Increasing interest in woody biomass as a source of biofuel feedstock necessitates the use of marginal lands, rather than fertile croplands, for their production. The extensive network of land disturbed by surface mining in Appalachia represents a significant potential resource for this use. However, these areas are often plagued by edaphic stressors that inhibit successful establishment of woody plants. In particular, the exposure of acid-producing overburden to weathering processes during mining or reclamation activities creates acidic soil conditions that promote the availability of phytotoxic aluminum (Al). Therefore, a screening experiment was conducted in an effort to identify Al tolerant genotypes of a commonly grown woody biomass crop, Salix spp., that can be established on former mined lands affected by Al toxicity for potential woody biomass production. Stem cuttings of sixteen genotypes of Salix spp. were grown using a hydroponic nutrient film technique and exposed to four concentrations of Al (0, 100, 200, and 400 µM). Growth metrics and tolerance indices (growth under all µM Al/mean growth at 0 µM Al for each genotype x 100) were used to assess performance of each genotype under varying levels of Al.
Results/Conclusions
The effect of Al on root and shoot growth depended on the genotype, indicating significant variation in response to Al among the tested genotypes. For all genotypes, Al decreased plant root mass by 39%, 46%, and 73% in the 100, 200, and 400 µM treatments, respectively. Root biomass tolerance index at 200 µM Al ranged from 16.7 to 83.3, reflecting broad genetic variation. Among all genotypes, Al reduced shoot growth by 30% at 100 µM Al and 53% at 400 µM Al. Taken in concert, analyses of growth and Al tolerance metrics identify Salix spp. genotypes ‘Fabius’ and ‘Oneida’ as tolerant to Al, and genotypes ‘Preble’ and ‘Fish Creek’ as Al intolerant.
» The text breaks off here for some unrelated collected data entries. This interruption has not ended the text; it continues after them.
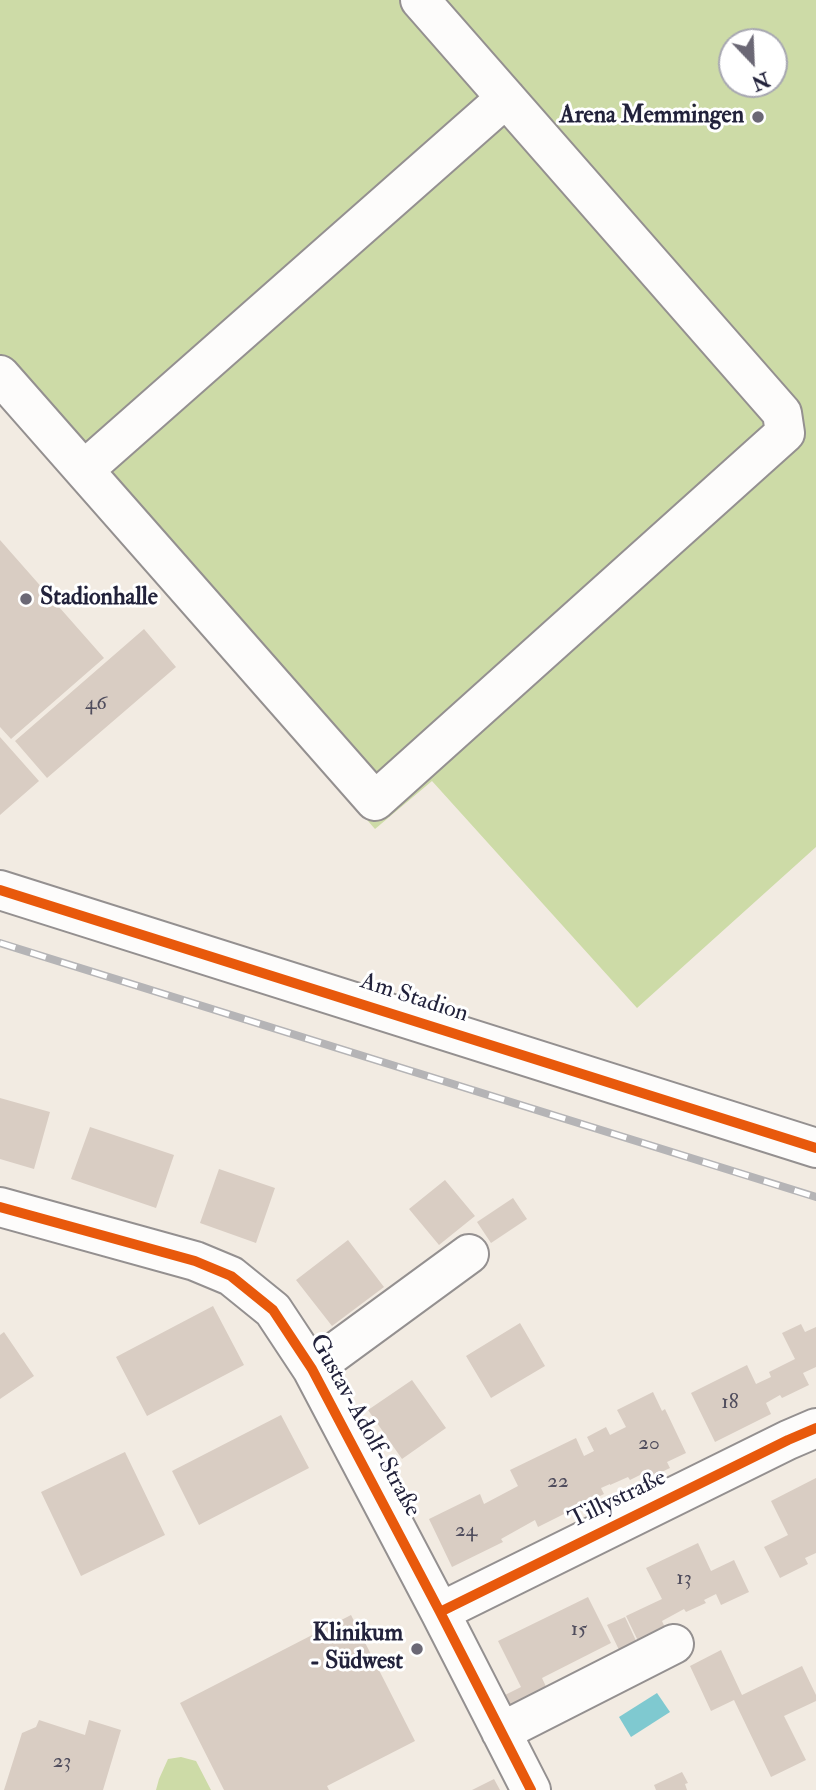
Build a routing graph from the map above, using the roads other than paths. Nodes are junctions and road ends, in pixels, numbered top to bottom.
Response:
1 (420, 0) edge
2 (506, 98) junction
3 (0, 375) edge
4 (84, 470) junction
5 (0, 890) edge
6 (816, 1148) edge
7 (0, 1207) edge
8 (469, 1254) dead end
9 (312, 1368) junction
10 (816, 1428) edge
11 (440, 1612) junction
12 (674, 1644) dead end
13 (500, 1732) junction
14 (531, 1790) edge

1 - 2 street
2 - 4 street
2 - 4 street
3 - 4 street
5 - 6 street, Am Stadion
7 - 9 street, Gustav-Adolf-Straße
8 - 9 street
9 - 11 street, Gustav-Adolf-Straße
10 - 11 street, Tillystraße
11 - 13 street, Gustav-Adolf-Straße
12 - 13 street
13 - 14 street, Gustav-Adolf-Straße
Results of this screening experiment provide fundamental knowledge for mine land reclamation practitioners and bioenergy plantation managers regarding Al toxicity response of an important woody biomass species. Further analysis of these genotypes will help to identify the physiological and genetic underpinnings of Al tolerance in Salix spp. in an effort to maximize potential use of this woody biomass crop on derelict lands affected by Al toxicity.